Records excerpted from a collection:
----

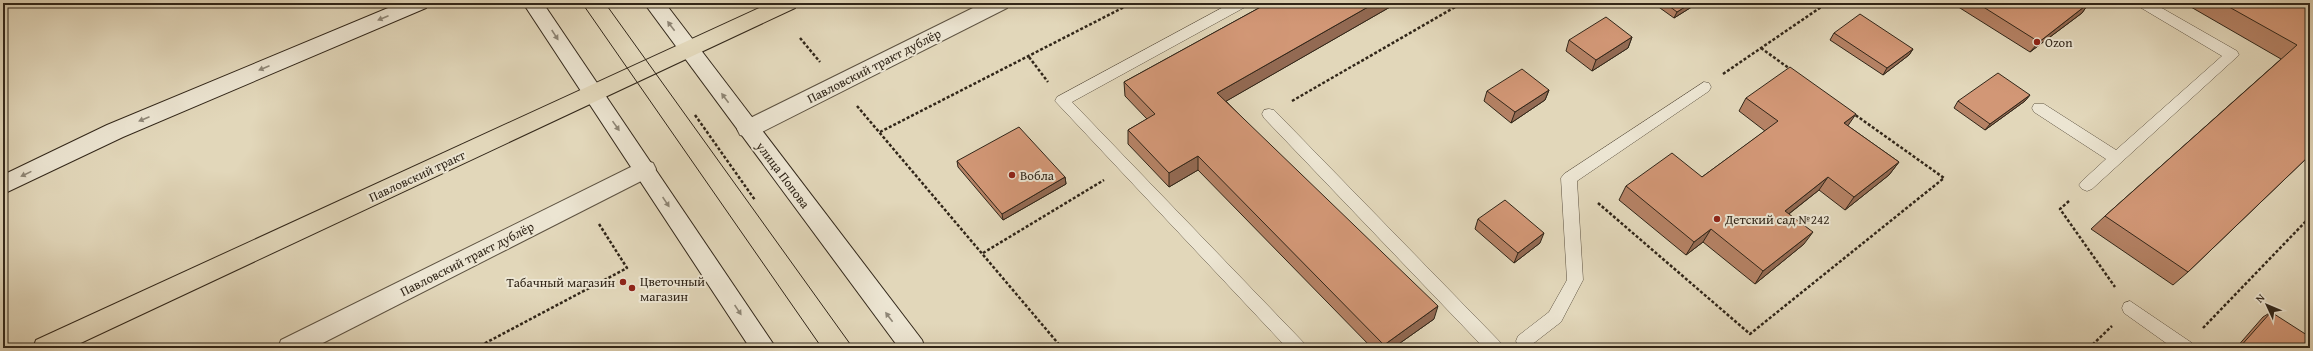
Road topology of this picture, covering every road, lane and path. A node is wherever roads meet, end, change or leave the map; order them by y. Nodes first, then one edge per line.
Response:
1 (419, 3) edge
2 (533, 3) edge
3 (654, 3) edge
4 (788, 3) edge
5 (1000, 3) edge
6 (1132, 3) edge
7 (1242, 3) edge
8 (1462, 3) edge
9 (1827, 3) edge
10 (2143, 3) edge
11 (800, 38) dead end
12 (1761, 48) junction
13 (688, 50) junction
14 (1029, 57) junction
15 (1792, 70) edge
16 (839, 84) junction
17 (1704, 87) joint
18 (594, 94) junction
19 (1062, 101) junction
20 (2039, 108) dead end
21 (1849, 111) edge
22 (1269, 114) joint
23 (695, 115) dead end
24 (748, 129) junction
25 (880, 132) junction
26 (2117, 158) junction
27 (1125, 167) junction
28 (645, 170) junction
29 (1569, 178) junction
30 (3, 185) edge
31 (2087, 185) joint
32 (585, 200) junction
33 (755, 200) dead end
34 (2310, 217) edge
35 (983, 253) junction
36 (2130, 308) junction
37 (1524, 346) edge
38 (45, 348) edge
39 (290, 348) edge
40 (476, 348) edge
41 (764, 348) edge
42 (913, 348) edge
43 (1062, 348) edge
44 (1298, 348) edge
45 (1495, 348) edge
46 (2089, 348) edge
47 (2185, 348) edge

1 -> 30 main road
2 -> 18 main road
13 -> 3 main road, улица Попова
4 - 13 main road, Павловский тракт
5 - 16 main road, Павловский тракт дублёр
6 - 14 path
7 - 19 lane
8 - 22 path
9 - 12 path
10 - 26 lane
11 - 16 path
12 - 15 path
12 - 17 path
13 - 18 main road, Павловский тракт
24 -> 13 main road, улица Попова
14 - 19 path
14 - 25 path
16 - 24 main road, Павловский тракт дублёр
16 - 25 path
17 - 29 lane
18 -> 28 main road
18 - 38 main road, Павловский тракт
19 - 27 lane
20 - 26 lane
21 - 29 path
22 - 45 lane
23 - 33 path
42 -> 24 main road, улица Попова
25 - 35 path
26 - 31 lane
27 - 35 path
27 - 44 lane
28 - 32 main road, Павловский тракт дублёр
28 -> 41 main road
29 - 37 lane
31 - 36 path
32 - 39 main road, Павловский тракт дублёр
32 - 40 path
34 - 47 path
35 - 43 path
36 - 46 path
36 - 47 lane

----

> **EXERCISE PROMPT**: For each line in the records that contains the word "Попова", make a copy.

> **SOLUTION FOR THIS EXERCISE**:
13 -> 3 main road, улица Попова
24 -> 13 main road, улица Попова
42 -> 24 main road, улица Попова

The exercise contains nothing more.